Il en va différemment des décotes appliquées couramment sur les logements loués. Aucune réglementation fiscale ne prévoit le taux de ces décotes, mais elles sont admises. Logique, puisqu'un logement occupé par un locataire se vend habituellement moins cher que le même bien libre. La dépréciation d'un bien occupé est proportionnelle à la durée du bail restant à courir. Or, beaucoup de contribuables appliquent d'emblée une décote de 20%.

Ce pourcentage se justifie si le propriétaire ne peut pas récupérer son logement avant 2 ou 3 ans, en raison de mettre fin au bail en cours. L'administration fiscale pourrait être tentée de contester une décote de 20%, si le logement peut être libéré de son locataire dans les six mois, à l'occasion d'une échéance prochaine du bail.
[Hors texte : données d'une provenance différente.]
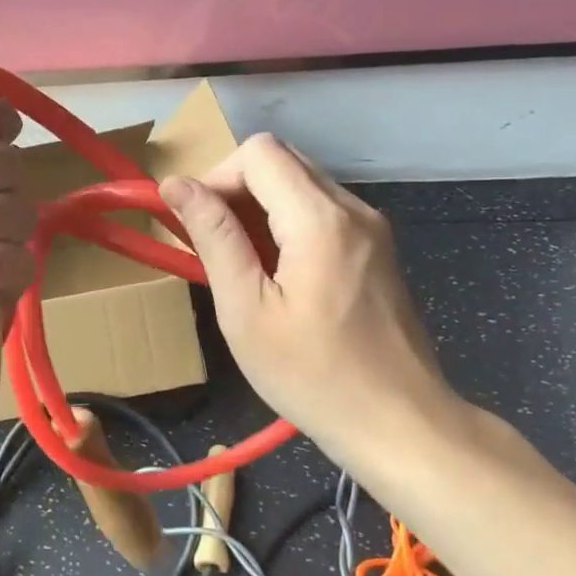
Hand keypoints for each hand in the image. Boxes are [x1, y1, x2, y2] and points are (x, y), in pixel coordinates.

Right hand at [158, 134, 459, 448]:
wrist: (399, 423)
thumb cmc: (313, 375)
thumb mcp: (247, 310)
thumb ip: (214, 237)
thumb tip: (176, 184)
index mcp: (320, 218)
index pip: (259, 152)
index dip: (217, 176)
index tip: (199, 225)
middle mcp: (353, 208)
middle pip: (283, 160)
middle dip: (238, 189)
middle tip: (216, 245)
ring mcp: (372, 228)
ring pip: (303, 184)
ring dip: (262, 208)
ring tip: (245, 266)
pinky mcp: (378, 249)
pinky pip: (324, 211)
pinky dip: (290, 224)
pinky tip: (281, 275)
Pour des immeubles loués meublés, il est risqué d'aller au-delà de 10%, car leur récupération est aisée.

Une cession freinée

Une décote est également admise pour les logements détenus en indivision ou via une société civile immobilière (SCI). Elle se justifie par la moindre liquidité de ces biens. Un associé d'une SCI ou un indivisaire peut, en effet, éprouver des difficultés à récupérer sa part d'un bien immobilier. C'est le cas s'il se heurte à un refus des autres indivisaires ou associés, soit de racheter ses parts, soit d'autoriser la vente du logement pour pouvoir récupérer son capital. En pareils cas, une décote de 20% est raisonnable. A condition que l'indivision ou la SCI constituent un réel frein une éventuelle cession. Tel n'est pas le cas de la plupart des SCI familiales. 

Leurs statuts confient, en effet souvent, aux seuls parents les droits de vendre le bien et d'en percevoir les revenus sans l'accord des autres associés, en l'occurrence leurs enfants. Autant dire qu'ils ont les mains libres pour disposer du bien rapidement. Mieux vaut alors qu'ils s'en tiennent à une décote plus limitée, de 5 à 10%, pour se prémunir d'une éventuelle contestation du fisc. Une minoration de 20% à 30% sera, en revanche, plus difficilement contestable si la SCI est aux mains de plusieurs associés se partageant réellement les pouvoirs.

Même son de cloche pour les logements détenus en indivision. A cet égard, une jurisprudence récente de la Cour de la cassation est éclairante. Dans un arrêt du 30 septembre 2020, les hauts magistrats ont réduit de 20 à 5% une décote appliquée à un bien pour le calcul des droits de donation d'un logement détenu en indivision. Motif ? Il s'agissait d'une indivision simple entre une mère et son enfant, dans une situation ne présentant a priori pas d'entrave majeure au projet d'une éventuelle cession. Une décote de l'ordre de 20% doit donc être réservée aux cas où la marge de manœuvre du contribuable pour céder sa part dans l'indivision est réellement réduite. Tel est le cas, par exemple, si le bien est démembré, s'il est entre les mains de nombreux indivisaires ou encore si le contribuable entretient des relations conflictuelles avec ses co-indivisaires.